- What you should do
Copy out each line of the data that includes the string "Veterans".

Content starts

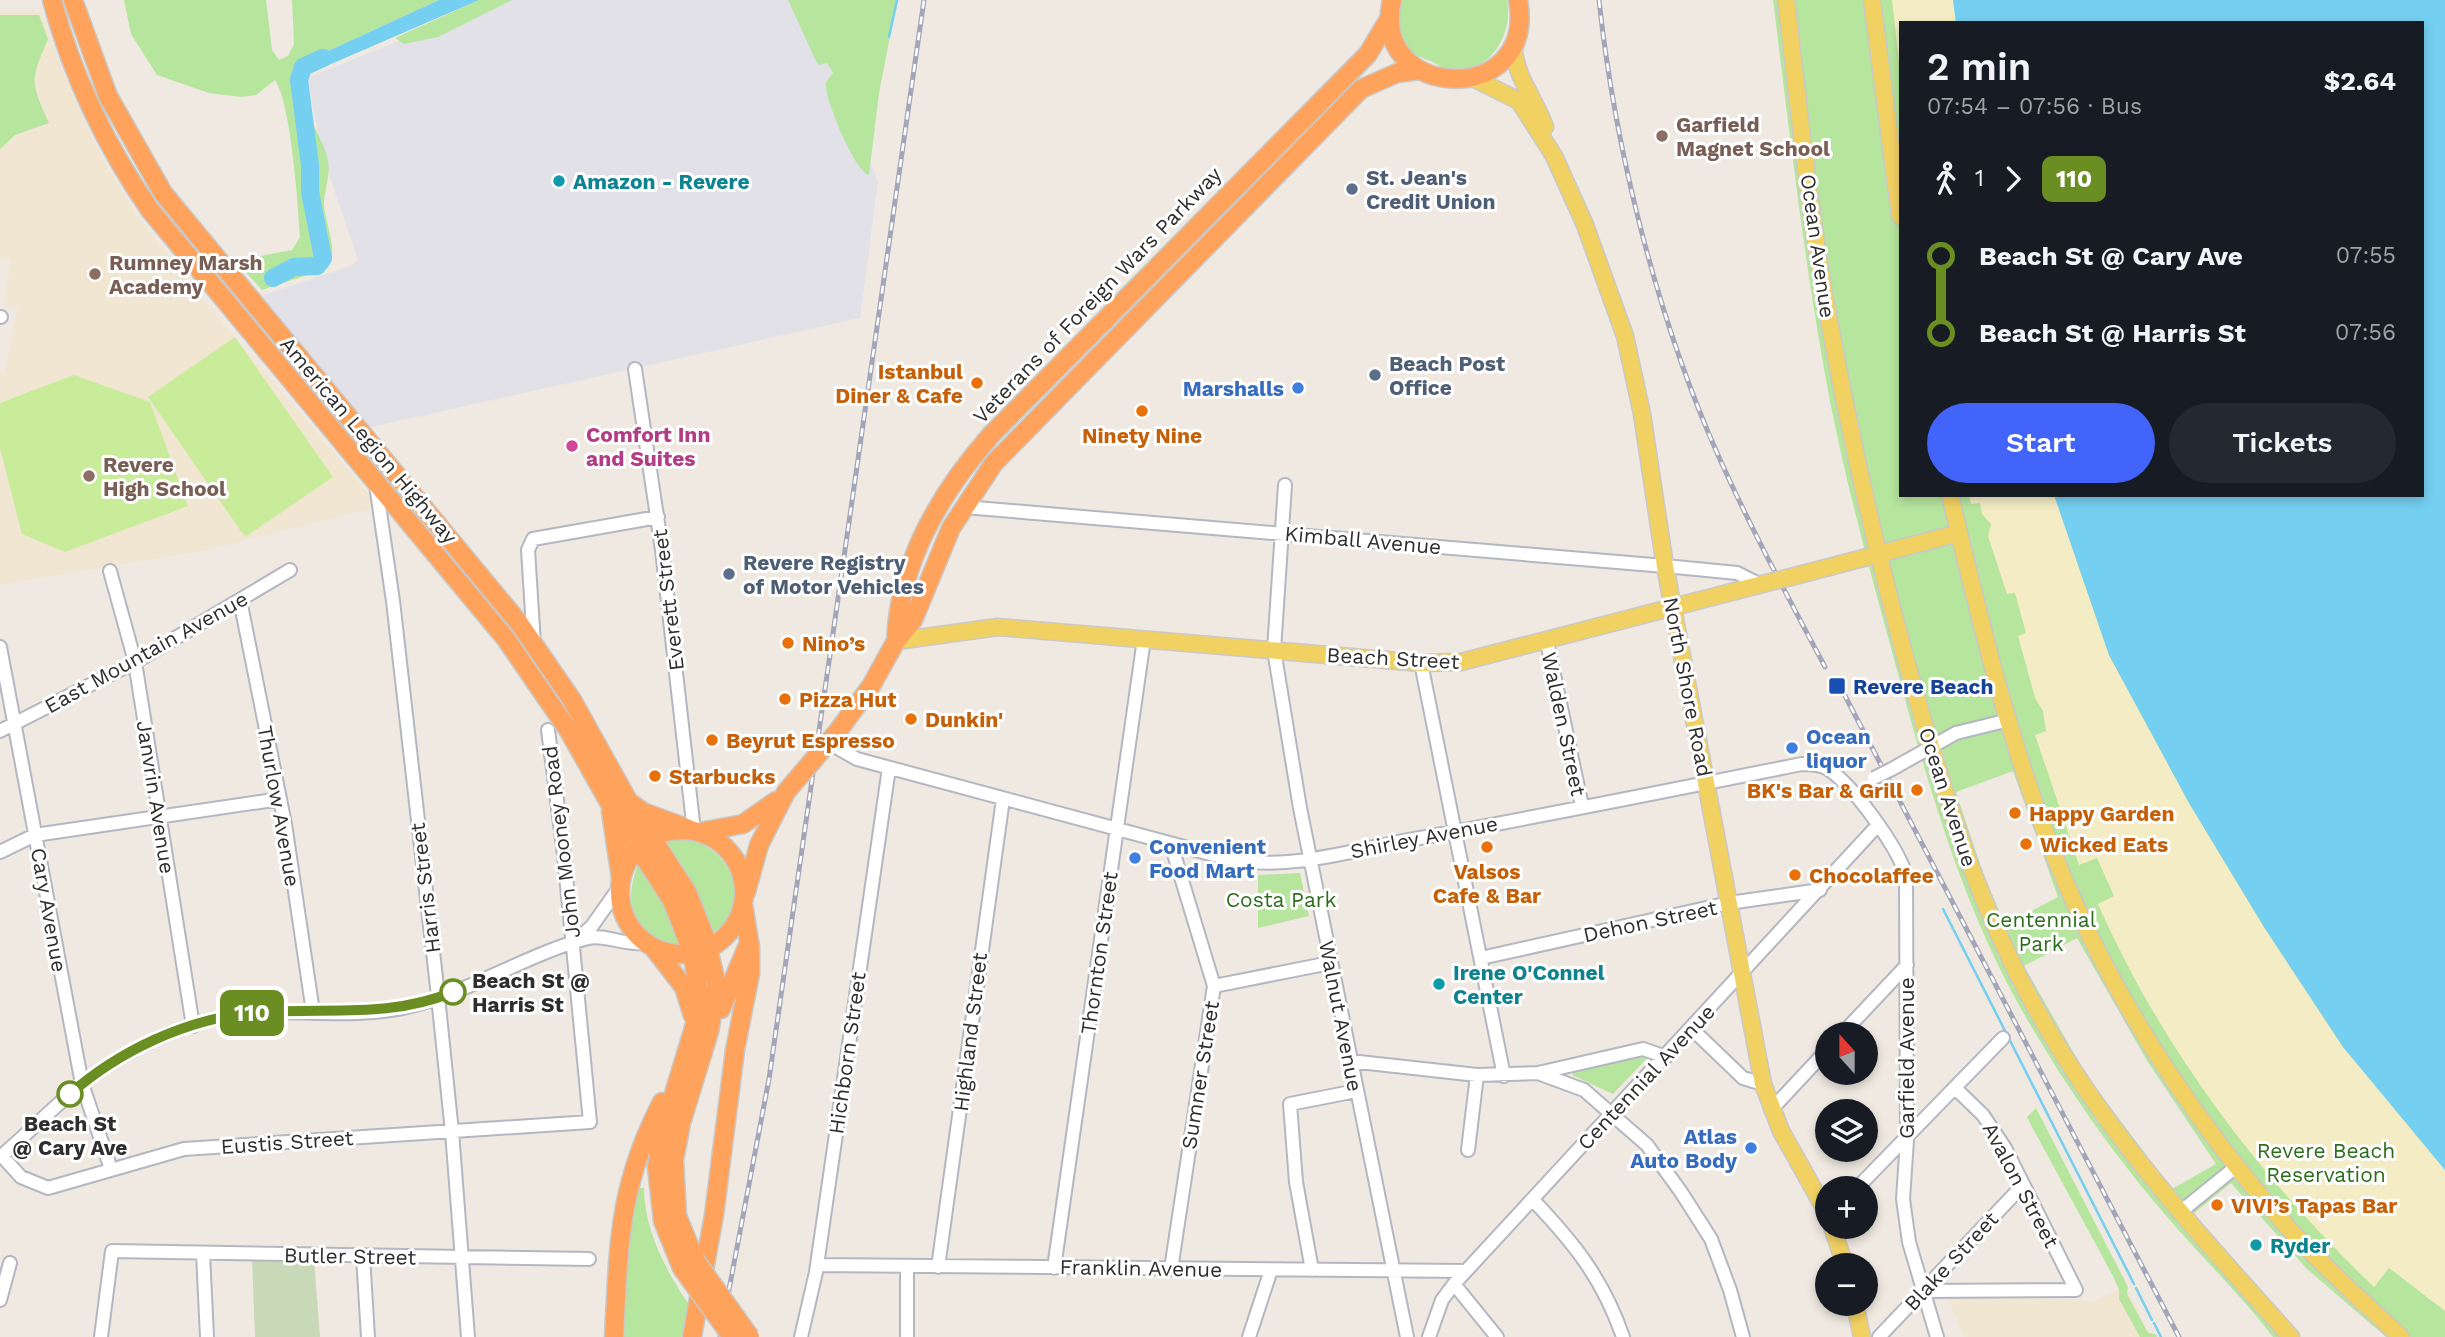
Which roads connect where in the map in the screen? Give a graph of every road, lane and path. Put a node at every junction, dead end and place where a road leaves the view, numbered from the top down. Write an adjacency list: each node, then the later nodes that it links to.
1 (52, 0): 13 (highway, American Legion Highway)
2 (73, 0): 30 (highway, American Legion Highway)
3 (1518, 0): 7 (highway)
4 (1786, 0): 20 (main road, Ocean Avenue)
5 (1872, 0): 11 (main road)
6 (1391, 8): 8 (highway); 28 (highway, Veterans of Foreign Wars Parkway)
7 (1513, 45): 9 (highway); 10 (main road, North Shore Road)
8 (1420, 70): 9 (highway); 16 (highway, Veterans of Foreign Wars Parkway)
9 (1473, 78): 10 (main road, North Shore Road)
10 (1554, 156): 21 (main road, North Shore Road)
11 (1899, 208)
12 (635, 369): 17 (street, Everett Street)
13 (375, 483): 45 (highway, American Legion Highway); 73 (street, Harris Street)
14 (1285, 485): 18 (street, Walnut Avenue)
15 (1950, 497): 19 (main road)
16 (964, 507): 18 (street, Kimball Avenue); 28 (highway, Veterans of Foreign Wars Parkway)
17 (658, 517): 30 (street); 53 (street, Everett Street)
18 (1281, 533): 21 (street, Kimball Avenue); 32 (street, Walnut Avenue)
19 (1959, 533): 20 (main road, Beach Street); 35 (main road)
20 (1878, 554): 24 (main road, Beach Street, bridge); 40 (main road, Ocean Avenue)
21 (1665, 566): 24 (street, Kimball Avenue); 26 (main road, North Shore Road)
22 (290, 570): 25 (street, East Mountain Avenue)
23 (110, 571): 33 (street, Janvrin Avenue)
24 (1767, 582): 26 (main road, Beach Street)
25 (240, 600): 33 (street, East Mountain Avenue); 47 (street, Thurlow Avenue)
26 (1673, 608): 29 (main road, Beach Street); 42 (main road, North Shore Road)
27 (1144, 639): 28 (main road, Beach Street); 32 (main road, Beach Street); 52 (street, Thornton Street)
28 (896, 640): 39 (highway, Veterans of Foreign Wars Parkway)
29 (1547, 642): 34 (main road, Beach Street); 49 (street, Walden Street)
30 (534, 644): 46 (highway, American Legion Highway)
31 (0, 647): 36 (street, Cary Avenue)
32 (1274, 650): 34 (main road, Beach Street); 59 (street, Walnut Avenue)
33 (135, 662): 36 (street, East Mountain Avenue); 50 (street, Janvrin Avenue)
34 (1421, 663): 54 (street)
35 (2009, 720): 40 (street); 98 (main road)
36 (13, 725): 38 (street, East Mountain Avenue); 55 (street, Cary Avenue)
37 (548, 730): 65 (street, John Mooney Road)
38 (0, 731)
39 (833, 740): 41 (street, Shirley Avenue); 44 (highway, Veterans of Foreign Wars Parkway, bridge)
40 (1931, 748): 43 (street, bridge); 104 (main road, Ocean Avenue)
41 (889, 768): 48 (street, Shirley Avenue); 111 (street, Hichborn Street)
42 (1706, 783): 43 (street, Shirley Avenue); 49 (street, Shirley Avenue); 63 (main road, North Shore Road)
43 (1854, 790): 51 (street, Garfield Avenue)
44 (786, 792): 53 (highway, Veterans of Foreign Wars Parkway); 62 (highway, Veterans of Foreign Wars Parkway)
45 (606, 796): 56 (highway, American Legion Highway); 60 (highway)
46 (626, 797): 53 (highway); 56 (highway, American Legion Highway)
47 (280, 799): 50 (street); 74 (street, Thurlow Avenue)
48 (1003, 799): 52 (street, Shirley Avenue); 113 (street, Highland Street)
49 (1582, 806): 54 (street, Shirley Avenue)
50 (159, 815): 55 (street); 76 (street, Janvrin Avenue)
51 (1877, 826): 61 (street, Centennial Avenue); 70 (street, Garfield Avenue)
52 (1118, 829): 57 (street, Shirley Avenue); 114 (street, Thornton Street)
53 (695, 831): 56 (highway, Veterans of Foreign Wars Parkway); 62 (highway)
54 (1455, 832): 59 (street, Shirley Avenue); 68 (street)
55 (36, 835): 58 (street); 87 (street, Cary Avenue)
56 (646, 843): 60 (highway); 67 (highway, American Legion Highway)
57 (1171, 844): 59 (street, Shirley Avenue); 72 (street, Sumner Street)
58 (0, 852)
59 (1310, 858): 69 (street, Walnut Avenue)
60 (621, 883): 65 (street); 66 (highway)
61 (1820, 890): 63 (street, Dehon Street); 71 (street, Centennial Avenue)
62 (743, 903): 64 (highway); 67 (highway)
63 (1729, 903): 68 (street, Dehon Street); 71 (main road, North Shore Road)
64 (750, 940): 81 (highway); 129 (highway)
65 (573, 942): 66 (street); 73 (street); 93 (street, John Mooney Road)
66 (650, 944): 67 (highway); 78 (highway)
67 (700, 950): 78 (highway); 81 (highway)
68 (1480, 958): 86 (street)
69 (1330, 963): 72 (street); 82 (street, Walnut Avenue)
70 (1907, 965): 75 (street); 95 (street, Garfield Avenue)
71 (1742, 972): 77 (street, Centennial Avenue); 88 (main road, North Shore Road)
72 (1214, 986): 115 (street, Sumner Street)
73 (438, 998): 74 (street); 94 (street, Harris Street)
74 (313, 1012): 76 (street)
75 (1853, 1022)
76 (193, 1026): 87 (street)
77 (1692, 1028): 80 (street, Centennial Avenue); 88 (street)
78 (693, 1032): 81 (highway)
79 (2003, 1038): 89 (street)
80 (1666, 1057): 84 (street); 92 (street, Centennial Avenue)
81 (693, 1060): 110 (highway); 128 (highway)
82 (1350, 1060): 85 (street); 90 (street, Walnut Avenue)
83 (1815, 1063): 91 (street)
84 (1538, 1073): 86 (street); 92 (street)
85 (1477, 1075): 86 (street); 96 (street)
86 (1504, 1076)
87 (82, 1084): 97 (street); 99 (street, Cary Avenue)
88 (1763, 1084): 91 (main road, North Shore Road)
89 (1955, 1088): 95 (street); 101 (street, Avalon Street)
90 (1356, 1091): 117 (street); 118 (street, Walnut Avenue)
91 (1771, 1110): 102 (main road, North Shore Road)
92 (1613, 1112): 103 (street, Centennial Avenue); 139 (street)
93 (590, 1122): 94 (street, Eustis Street)
94 (452, 1132): 99 (street, Eustis Street); 107 (street, Harris Street)
95 (1907, 1140): 100 (street); 121 (street, Garfield Avenue)
96 (1468, 1150)
97 (1, 1157): 99 (street, Eustis Street)
98 (2237, 1166): 104 (street); 144 (main road)
99 (111, 1169)
100 (1870, 1176)
101 (2023, 1185): 121 (street, Blake Street); 121 (street, Avalon Street)
102 (1815, 1191)
103 (1533, 1200): 119 (street, Centennial Avenue); 138 (street)
104 (2179, 1213): 143 (main road, Ocean Avenue)
105 (203, 1253): 106 (street, Butler Street); 124 (street, Butler Street); 125 (street)
106 (363, 1256): 107 (street, Butler Street); 126 (street)
107 (461, 1259): 108 (street, Butler Street); 127 (street, Harris Street)
108 (589, 1259)
109 (9, 1264): 122 (street)
110 (689, 1264): 130 (highway, bridge); 131 (highway, bridge)
111 (817, 1265): 112 (street, Franklin Avenue); 132 (street, Hichborn Street)
112 (907, 1266): 113 (street, Franklin Avenue); 133 (street)
113 (938, 1266): 114 (street, Franklin Avenue)
114 (1054, 1268): 115 (street, Franklin Avenue)
115 (1171, 1269): 116 (street, Franklin Avenue)
116 (1271, 1270): 117 (street, Franklin Avenue); 134 (street)
117 (1312, 1270): 118 (street, Franklin Avenue)
118 (1392, 1271): 119 (street, Franklin Avenue); 135 (street, Walnut Avenue)
119 (1466, 1272): 120 (street, Centennial Avenue)
120 (1454, 1284): 136 (street, Centennial Avenue); 137 (street)
121 (1924, 1290): 141 (street, Blake Street); 142 (street, Garfield Avenue)
122 (0, 1300)
123 (1858, 1316): 140 (main road)
124 (101, 1337)
125 (207, 1337)
126 (368, 1337)
127 (468, 1337)
128 (614, 1337)
129 (692, 1337)
130 (732, 1337)
131 (750, 1337)
132 (801, 1337)
133 (907, 1337)
134 (1249, 1337)
135 (1406, 1337)
136 (1429, 1337)
137 (1497, 1337)
138 (1623, 1337)
139 (1743, 1337)
140 (1863, 1337)
141 (1879, 1337)
142 (1937, 1337)
143 (2291, 1337)
144 (2401, 1337)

Content ends

- Answer to the exercise
6 (1391, 8): 8 (highway); 28 (highway, Veterans of Foreign Wars Parkway)
8 (1420, 70): 9 (highway); 16 (highway, Veterans of Foreign Wars Parkway)
16 (964, 507): 18 (street, Kimball Avenue); 28 (highway, Veterans of Foreign Wars Parkway)
28 (896, 640): 39 (highway, Veterans of Foreign Wars Parkway)
39 (833, 740): 41 (street, Shirley Avenue); 44 (highway, Veterans of Foreign Wars Parkway, bridge)
44 (786, 792): 53 (highway, Veterans of Foreign Wars Parkway); 62 (highway, Veterans of Foreign Wars Parkway)
53 (695, 831): 56 (highway, Veterans of Foreign Wars Parkway); 62 (highway)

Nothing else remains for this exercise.